> **GOAL OF THE EXERCISE**
Examine each line of the data. Copy those that contain the string "index".

MATERIAL FOR THIS TASK below:

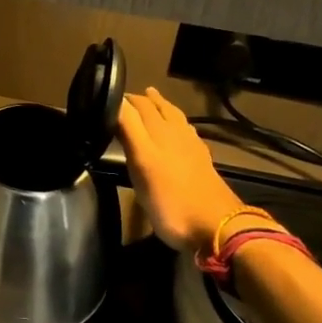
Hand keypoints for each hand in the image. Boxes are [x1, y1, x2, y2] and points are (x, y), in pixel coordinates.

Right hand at [117, 87, 247, 250]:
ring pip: (174, 118)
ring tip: (150, 99)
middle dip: (140, 100)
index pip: (137, 106)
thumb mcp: (141, 163)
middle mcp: (175, 133)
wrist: (216, 227)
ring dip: (160, 106)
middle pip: (156, 109)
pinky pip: (186, 133)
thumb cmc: (170, 199)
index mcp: (158, 132)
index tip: (104, 95)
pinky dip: (176, 123)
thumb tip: (116, 100)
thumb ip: (129, 130)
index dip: (122, 99)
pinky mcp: (201, 162)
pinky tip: (177, 129)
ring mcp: (191, 148)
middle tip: (123, 97)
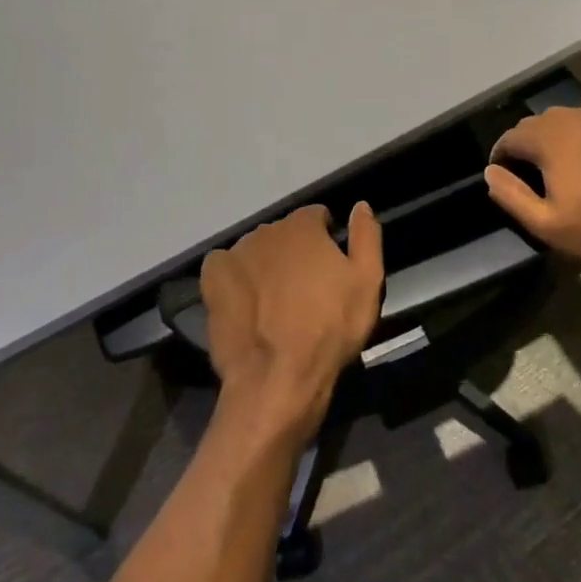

End of MATERIAL FOR THIS TASK.

> **RESPONSE TO THE EXERCISE**
index pip: (137, 106)
index mcp: (158, 132)
index tip: (104, 95)
index dip: (122, 99)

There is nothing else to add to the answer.